Directions for this task:
Whichever lines include the word "nodes", copy them as they appear in the data.

*** Source data

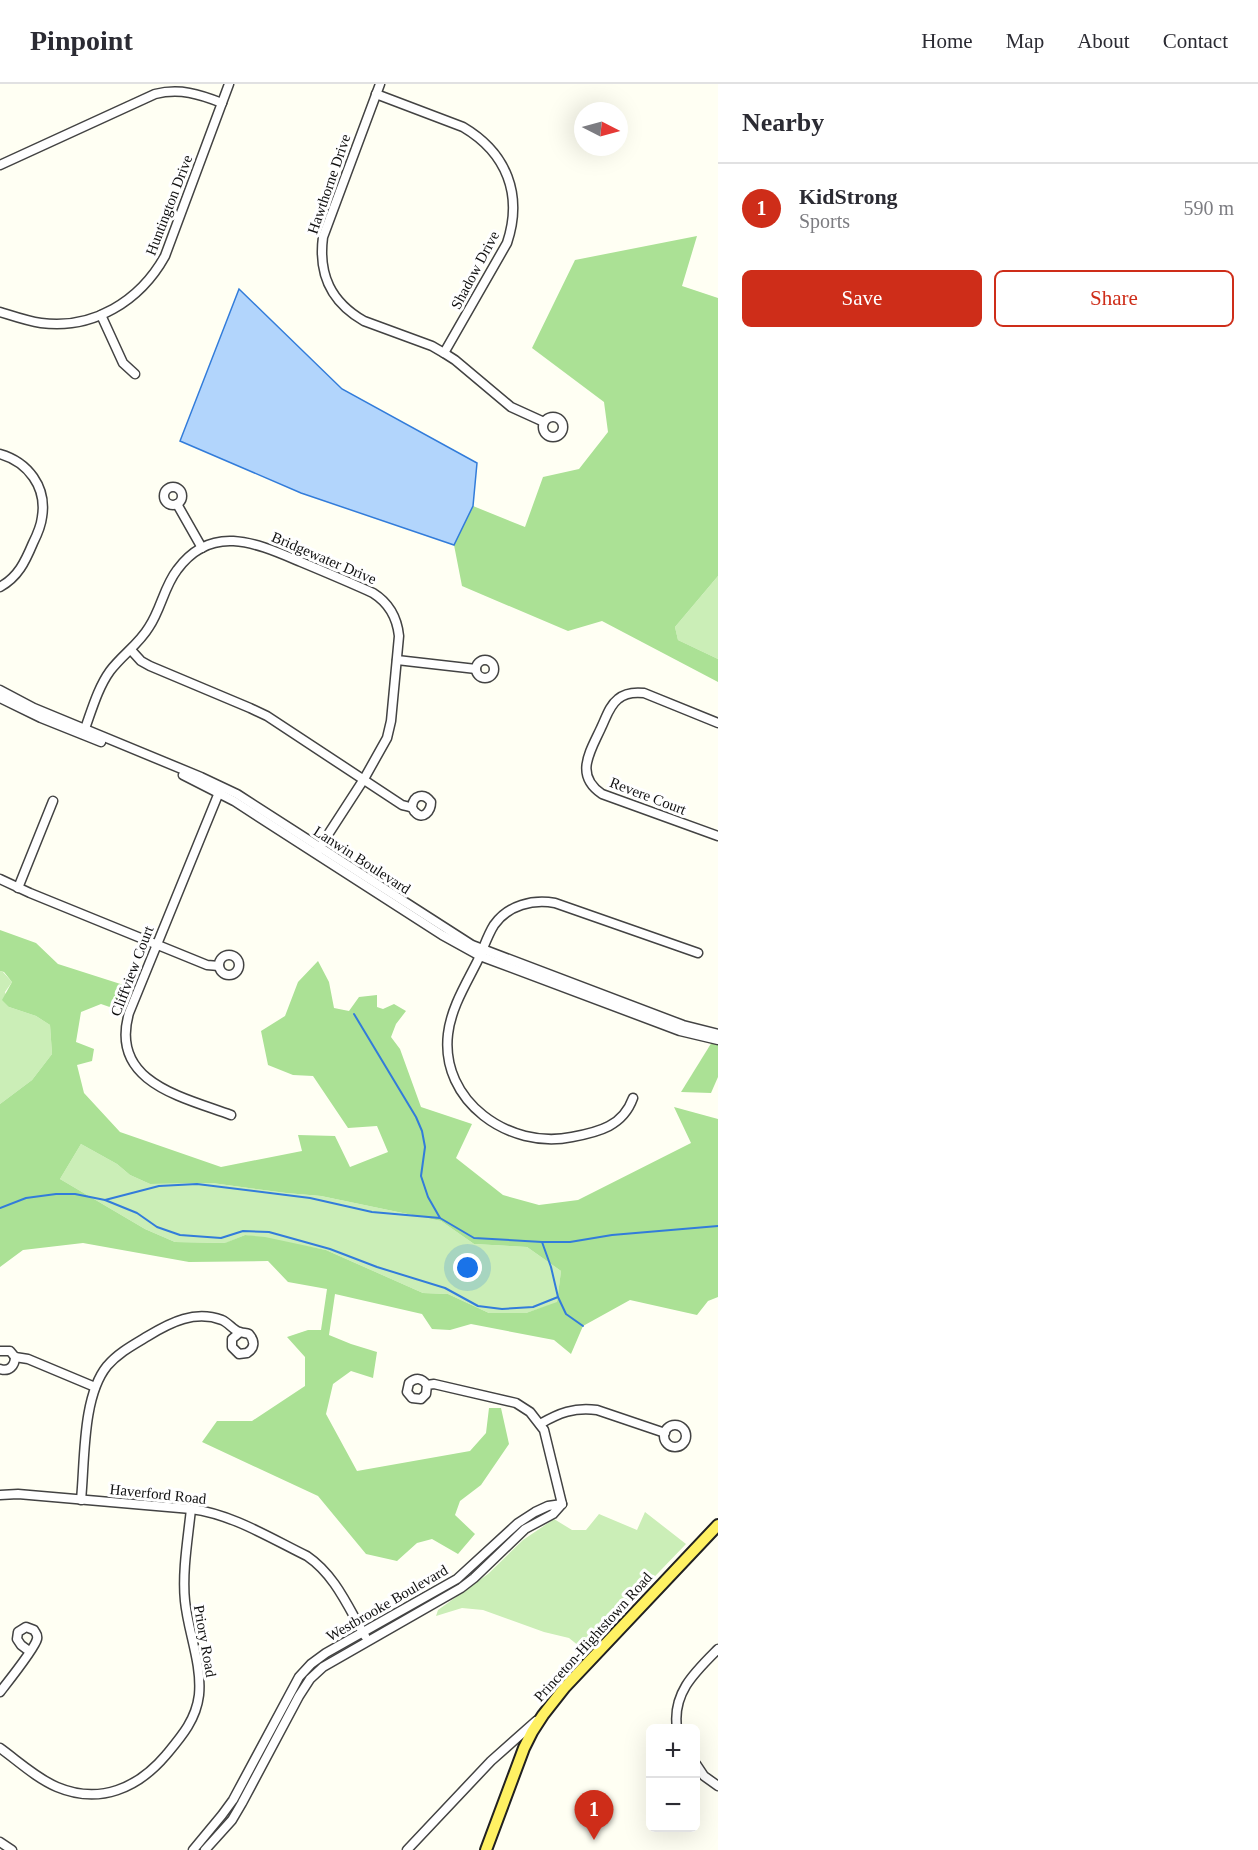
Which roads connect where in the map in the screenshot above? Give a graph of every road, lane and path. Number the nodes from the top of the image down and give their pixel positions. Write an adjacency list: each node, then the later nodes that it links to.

******
*** Source data

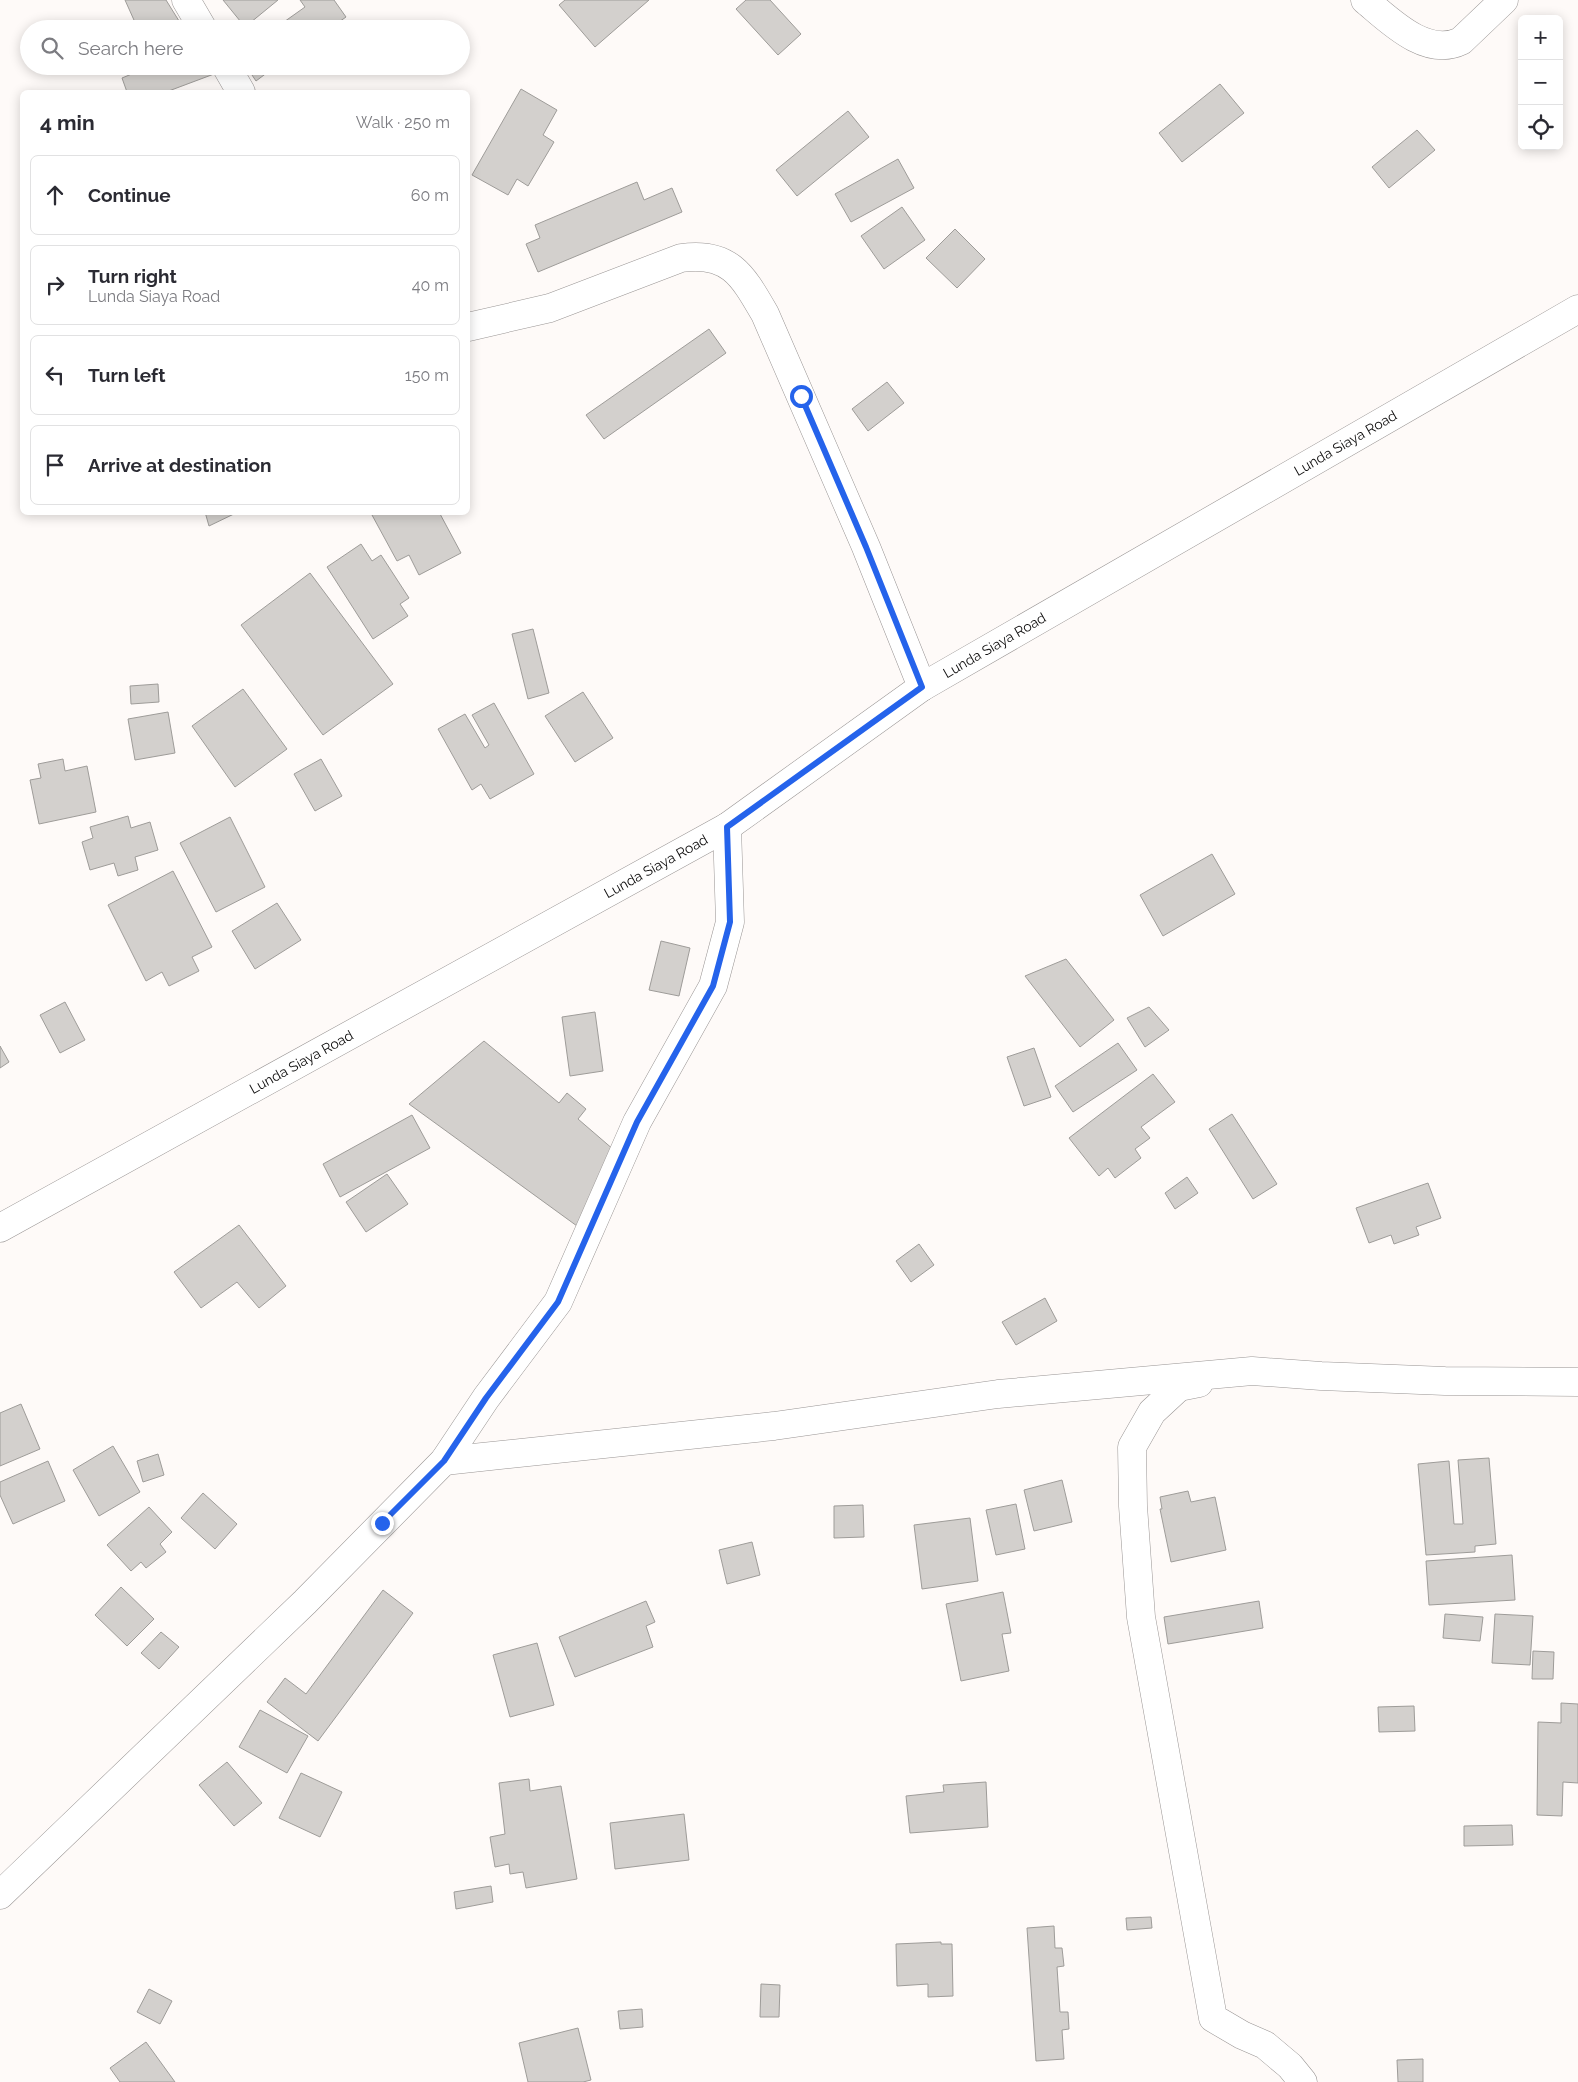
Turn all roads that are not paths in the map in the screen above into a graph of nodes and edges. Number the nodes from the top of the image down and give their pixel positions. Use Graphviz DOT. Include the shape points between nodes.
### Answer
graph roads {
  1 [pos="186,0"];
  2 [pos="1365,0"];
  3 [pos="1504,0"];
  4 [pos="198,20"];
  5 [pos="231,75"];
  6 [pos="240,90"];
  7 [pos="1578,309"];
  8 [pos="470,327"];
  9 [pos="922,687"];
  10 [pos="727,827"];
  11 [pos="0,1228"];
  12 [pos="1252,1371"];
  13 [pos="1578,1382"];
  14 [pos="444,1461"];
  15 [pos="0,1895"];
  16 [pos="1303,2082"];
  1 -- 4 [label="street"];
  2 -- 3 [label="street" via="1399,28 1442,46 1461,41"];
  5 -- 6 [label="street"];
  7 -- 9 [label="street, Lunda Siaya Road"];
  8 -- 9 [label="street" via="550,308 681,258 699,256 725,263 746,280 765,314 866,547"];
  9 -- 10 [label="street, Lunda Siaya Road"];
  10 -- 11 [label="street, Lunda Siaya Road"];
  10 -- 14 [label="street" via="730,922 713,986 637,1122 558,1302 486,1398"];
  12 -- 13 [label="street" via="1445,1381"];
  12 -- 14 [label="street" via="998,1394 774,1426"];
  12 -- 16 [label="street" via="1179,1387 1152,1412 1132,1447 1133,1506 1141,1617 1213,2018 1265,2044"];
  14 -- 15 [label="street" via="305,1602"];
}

******

Task solution:
Which roads connect where in the map in the screenshot above? Give a graph of every road, lane and path. Number the nodes from the top of the image down and give their pixel positions. Write an adjacency list: each node, then the later nodes that it links to.
Turn all roads that are not paths in the map in the screen above into a graph of nodes and edges. Number the nodes from the top of the image down and give their pixel positions. Use Graphviz DOT. Include the shape points between nodes.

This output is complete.